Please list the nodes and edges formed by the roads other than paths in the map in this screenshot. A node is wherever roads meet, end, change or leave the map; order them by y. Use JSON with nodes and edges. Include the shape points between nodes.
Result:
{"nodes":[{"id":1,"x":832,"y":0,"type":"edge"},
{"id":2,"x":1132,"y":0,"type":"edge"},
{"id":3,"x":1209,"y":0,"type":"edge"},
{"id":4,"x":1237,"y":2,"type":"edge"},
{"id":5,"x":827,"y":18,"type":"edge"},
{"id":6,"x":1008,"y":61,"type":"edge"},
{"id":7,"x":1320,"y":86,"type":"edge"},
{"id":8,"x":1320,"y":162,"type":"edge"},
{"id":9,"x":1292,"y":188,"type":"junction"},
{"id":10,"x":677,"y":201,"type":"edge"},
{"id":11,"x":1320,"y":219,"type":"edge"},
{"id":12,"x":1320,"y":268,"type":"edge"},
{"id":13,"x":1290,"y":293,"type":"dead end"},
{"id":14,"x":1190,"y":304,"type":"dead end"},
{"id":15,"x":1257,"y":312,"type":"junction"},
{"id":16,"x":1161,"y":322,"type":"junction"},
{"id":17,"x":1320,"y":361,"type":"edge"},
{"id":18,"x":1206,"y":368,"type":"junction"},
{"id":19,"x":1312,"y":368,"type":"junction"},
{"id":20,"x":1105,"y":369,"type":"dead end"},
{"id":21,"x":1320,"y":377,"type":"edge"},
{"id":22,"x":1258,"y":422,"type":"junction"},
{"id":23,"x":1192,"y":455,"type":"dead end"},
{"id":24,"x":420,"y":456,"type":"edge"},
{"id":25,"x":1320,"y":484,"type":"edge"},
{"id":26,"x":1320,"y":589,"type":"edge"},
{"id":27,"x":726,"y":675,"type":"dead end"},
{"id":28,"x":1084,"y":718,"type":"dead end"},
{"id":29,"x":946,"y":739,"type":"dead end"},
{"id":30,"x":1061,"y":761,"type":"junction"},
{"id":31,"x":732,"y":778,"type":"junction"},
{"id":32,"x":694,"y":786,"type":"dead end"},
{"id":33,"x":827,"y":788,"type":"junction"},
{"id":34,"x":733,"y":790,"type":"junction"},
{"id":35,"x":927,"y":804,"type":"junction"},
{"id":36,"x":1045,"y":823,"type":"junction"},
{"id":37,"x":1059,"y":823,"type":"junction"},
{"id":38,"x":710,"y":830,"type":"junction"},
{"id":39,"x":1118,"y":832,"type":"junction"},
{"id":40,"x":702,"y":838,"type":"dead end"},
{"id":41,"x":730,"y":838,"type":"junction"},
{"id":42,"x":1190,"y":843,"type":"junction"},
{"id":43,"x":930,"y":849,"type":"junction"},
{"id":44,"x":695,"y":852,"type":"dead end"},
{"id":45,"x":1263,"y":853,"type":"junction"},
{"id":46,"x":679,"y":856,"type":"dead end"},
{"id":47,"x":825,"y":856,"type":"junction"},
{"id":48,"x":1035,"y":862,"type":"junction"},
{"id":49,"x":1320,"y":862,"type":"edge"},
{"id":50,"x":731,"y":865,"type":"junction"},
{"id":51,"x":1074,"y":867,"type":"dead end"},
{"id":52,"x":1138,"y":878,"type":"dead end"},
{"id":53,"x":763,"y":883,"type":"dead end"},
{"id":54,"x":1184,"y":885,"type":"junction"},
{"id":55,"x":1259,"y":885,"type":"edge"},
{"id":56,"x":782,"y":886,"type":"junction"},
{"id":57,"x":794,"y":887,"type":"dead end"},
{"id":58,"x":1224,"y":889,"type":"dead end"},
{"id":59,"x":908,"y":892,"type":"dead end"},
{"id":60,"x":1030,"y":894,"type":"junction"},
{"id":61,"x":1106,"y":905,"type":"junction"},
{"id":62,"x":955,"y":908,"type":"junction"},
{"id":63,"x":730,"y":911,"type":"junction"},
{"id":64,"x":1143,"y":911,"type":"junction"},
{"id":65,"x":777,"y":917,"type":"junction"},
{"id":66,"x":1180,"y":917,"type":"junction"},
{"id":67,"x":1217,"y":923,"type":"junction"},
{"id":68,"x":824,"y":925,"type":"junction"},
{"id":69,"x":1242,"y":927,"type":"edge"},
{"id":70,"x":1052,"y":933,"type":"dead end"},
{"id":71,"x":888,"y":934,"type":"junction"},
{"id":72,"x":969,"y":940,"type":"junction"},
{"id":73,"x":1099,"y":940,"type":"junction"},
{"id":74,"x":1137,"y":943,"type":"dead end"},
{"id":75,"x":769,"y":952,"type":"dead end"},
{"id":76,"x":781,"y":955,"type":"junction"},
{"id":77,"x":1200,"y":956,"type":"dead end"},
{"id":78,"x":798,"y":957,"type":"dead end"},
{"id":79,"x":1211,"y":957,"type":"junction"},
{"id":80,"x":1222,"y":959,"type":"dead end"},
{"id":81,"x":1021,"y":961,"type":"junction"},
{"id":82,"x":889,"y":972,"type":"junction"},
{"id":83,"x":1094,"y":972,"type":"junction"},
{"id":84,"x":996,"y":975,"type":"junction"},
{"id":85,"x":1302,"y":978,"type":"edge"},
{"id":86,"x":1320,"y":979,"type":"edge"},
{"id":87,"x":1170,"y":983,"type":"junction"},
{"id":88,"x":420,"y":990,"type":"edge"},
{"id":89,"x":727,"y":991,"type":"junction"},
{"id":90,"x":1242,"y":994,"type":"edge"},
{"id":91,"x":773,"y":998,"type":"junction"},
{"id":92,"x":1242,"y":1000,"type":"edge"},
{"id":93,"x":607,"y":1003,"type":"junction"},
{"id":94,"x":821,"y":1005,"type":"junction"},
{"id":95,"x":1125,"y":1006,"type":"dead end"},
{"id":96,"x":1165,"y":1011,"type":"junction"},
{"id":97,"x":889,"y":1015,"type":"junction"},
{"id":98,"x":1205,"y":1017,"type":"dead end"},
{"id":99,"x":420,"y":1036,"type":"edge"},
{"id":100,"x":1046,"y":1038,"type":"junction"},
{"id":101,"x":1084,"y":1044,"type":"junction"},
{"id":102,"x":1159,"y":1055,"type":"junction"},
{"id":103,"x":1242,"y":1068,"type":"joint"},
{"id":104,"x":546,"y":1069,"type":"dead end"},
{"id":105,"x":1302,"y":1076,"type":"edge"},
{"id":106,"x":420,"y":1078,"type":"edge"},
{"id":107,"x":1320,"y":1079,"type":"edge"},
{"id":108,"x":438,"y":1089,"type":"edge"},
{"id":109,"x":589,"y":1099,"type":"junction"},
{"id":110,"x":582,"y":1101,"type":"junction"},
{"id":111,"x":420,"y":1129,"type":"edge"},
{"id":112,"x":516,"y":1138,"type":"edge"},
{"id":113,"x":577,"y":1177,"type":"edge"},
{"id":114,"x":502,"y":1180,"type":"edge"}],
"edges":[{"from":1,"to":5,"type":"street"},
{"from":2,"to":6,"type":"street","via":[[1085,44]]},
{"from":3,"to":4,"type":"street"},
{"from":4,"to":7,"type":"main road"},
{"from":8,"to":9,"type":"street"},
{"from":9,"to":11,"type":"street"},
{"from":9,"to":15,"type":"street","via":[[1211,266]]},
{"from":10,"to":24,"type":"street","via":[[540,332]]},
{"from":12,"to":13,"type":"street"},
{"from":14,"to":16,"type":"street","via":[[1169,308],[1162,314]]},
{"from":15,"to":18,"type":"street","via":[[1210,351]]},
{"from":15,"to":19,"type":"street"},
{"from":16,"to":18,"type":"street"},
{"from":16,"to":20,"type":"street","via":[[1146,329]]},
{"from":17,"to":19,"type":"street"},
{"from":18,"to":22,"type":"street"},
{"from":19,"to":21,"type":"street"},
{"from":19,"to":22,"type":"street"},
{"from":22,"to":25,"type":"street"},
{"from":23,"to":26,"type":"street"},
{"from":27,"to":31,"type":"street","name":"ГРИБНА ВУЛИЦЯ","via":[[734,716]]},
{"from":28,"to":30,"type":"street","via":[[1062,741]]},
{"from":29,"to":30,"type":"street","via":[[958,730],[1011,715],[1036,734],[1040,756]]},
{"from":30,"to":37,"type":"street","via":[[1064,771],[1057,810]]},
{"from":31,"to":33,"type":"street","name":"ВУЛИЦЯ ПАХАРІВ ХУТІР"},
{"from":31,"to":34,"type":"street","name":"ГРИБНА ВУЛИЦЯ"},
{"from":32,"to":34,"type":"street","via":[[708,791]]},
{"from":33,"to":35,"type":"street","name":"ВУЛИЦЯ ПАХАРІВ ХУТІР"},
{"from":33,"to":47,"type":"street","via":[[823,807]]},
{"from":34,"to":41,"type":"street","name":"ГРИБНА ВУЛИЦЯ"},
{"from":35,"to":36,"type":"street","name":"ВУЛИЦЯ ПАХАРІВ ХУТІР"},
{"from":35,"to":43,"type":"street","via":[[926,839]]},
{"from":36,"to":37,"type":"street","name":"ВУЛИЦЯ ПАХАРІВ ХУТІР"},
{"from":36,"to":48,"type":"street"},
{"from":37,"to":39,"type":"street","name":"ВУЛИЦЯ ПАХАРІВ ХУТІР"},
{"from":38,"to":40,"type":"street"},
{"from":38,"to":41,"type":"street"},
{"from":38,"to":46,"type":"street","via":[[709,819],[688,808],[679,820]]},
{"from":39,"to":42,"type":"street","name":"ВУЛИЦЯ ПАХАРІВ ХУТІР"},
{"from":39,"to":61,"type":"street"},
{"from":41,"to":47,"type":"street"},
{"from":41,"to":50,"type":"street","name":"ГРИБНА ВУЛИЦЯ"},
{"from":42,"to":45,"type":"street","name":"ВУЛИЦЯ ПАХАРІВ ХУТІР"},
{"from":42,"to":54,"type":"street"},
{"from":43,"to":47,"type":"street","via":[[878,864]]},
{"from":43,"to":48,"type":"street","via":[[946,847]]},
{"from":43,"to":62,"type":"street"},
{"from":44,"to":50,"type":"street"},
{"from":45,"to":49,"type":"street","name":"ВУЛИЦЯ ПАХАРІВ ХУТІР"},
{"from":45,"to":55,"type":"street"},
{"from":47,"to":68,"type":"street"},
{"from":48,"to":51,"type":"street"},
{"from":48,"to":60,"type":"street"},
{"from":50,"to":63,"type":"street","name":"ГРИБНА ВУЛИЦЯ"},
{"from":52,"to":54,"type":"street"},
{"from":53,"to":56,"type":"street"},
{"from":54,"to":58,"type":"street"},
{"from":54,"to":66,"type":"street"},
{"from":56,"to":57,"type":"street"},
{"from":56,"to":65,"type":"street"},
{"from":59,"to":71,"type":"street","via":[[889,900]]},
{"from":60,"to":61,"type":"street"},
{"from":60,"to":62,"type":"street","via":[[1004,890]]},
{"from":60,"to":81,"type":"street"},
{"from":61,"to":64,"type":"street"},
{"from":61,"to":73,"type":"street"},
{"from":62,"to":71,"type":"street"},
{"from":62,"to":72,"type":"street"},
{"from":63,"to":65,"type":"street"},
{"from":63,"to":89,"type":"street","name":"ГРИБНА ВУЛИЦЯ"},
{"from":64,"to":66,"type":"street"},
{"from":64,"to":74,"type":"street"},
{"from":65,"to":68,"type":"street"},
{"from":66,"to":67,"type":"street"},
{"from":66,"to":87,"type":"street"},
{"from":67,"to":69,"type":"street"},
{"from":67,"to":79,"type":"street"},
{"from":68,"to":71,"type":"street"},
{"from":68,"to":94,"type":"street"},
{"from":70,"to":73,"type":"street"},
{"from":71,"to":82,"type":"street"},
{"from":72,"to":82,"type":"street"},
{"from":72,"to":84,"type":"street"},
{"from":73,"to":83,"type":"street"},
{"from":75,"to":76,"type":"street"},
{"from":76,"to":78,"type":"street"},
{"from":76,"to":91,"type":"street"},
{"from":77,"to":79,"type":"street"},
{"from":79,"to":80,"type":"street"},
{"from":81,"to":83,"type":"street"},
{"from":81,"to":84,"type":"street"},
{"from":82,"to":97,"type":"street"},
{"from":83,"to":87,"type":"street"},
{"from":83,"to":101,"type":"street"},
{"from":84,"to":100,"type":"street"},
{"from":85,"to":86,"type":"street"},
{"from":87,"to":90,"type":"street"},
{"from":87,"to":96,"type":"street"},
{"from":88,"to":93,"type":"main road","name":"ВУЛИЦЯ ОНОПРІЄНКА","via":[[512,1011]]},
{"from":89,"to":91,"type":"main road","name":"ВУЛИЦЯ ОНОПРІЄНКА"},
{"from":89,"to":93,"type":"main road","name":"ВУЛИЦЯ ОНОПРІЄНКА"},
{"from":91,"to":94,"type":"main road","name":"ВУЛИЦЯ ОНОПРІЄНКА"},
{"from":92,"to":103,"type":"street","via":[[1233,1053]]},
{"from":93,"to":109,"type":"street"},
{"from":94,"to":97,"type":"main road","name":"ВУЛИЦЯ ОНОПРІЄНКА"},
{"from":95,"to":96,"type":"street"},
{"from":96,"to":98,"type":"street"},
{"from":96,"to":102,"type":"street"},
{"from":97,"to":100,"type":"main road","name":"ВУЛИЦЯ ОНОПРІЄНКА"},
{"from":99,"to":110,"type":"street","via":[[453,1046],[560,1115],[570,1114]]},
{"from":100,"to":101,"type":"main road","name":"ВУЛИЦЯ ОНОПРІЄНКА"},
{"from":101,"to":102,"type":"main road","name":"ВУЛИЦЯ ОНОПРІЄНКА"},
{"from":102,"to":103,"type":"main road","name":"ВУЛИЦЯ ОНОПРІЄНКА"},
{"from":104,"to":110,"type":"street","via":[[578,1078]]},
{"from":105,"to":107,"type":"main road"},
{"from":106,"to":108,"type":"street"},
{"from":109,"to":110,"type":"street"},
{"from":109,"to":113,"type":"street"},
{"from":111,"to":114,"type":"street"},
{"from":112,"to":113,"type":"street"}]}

========

◆ Problem ◆
For every line above that has "nodes" in it, copy the line.

◆ Result ◆
Please list the nodes and edges formed by the roads other than paths in the map in this screenshot. A node is wherever roads meet, end, change or leave the map; order them by y. Use JSON with nodes and edges. Include the shape points between nodes.
{"nodes":[{"id":1,"x":832,"y":0,"type":"edge"},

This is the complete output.